Work instructions: Show every line from the data below that includes "main".

(Source records)
____________

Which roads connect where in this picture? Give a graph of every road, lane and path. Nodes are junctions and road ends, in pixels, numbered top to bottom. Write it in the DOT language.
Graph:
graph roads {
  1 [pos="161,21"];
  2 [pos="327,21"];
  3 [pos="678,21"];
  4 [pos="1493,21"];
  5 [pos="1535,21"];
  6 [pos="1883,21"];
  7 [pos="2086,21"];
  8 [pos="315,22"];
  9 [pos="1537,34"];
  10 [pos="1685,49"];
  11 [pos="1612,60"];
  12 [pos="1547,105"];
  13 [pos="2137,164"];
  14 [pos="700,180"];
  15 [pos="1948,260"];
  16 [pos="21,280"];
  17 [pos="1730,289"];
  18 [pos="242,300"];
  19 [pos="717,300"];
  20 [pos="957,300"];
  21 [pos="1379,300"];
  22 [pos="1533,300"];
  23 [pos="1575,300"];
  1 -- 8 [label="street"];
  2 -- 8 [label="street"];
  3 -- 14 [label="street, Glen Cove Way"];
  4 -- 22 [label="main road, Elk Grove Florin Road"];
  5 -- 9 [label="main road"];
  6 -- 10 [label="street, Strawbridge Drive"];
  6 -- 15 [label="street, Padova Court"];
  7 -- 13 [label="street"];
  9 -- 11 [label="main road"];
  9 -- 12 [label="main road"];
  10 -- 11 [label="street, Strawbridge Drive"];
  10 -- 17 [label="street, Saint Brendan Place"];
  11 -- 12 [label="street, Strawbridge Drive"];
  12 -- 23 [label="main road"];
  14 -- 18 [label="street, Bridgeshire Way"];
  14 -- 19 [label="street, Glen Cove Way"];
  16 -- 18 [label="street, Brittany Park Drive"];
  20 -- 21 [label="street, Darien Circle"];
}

____________

Answer area:
  4 -- 22 [label="main road, Elk Grove Florin Road"];
  5 -- 9 [label="main road"];
  9 -- 11 [label="main road"];
  9 -- 12 [label="main road"];
  12 -- 23 [label="main road"];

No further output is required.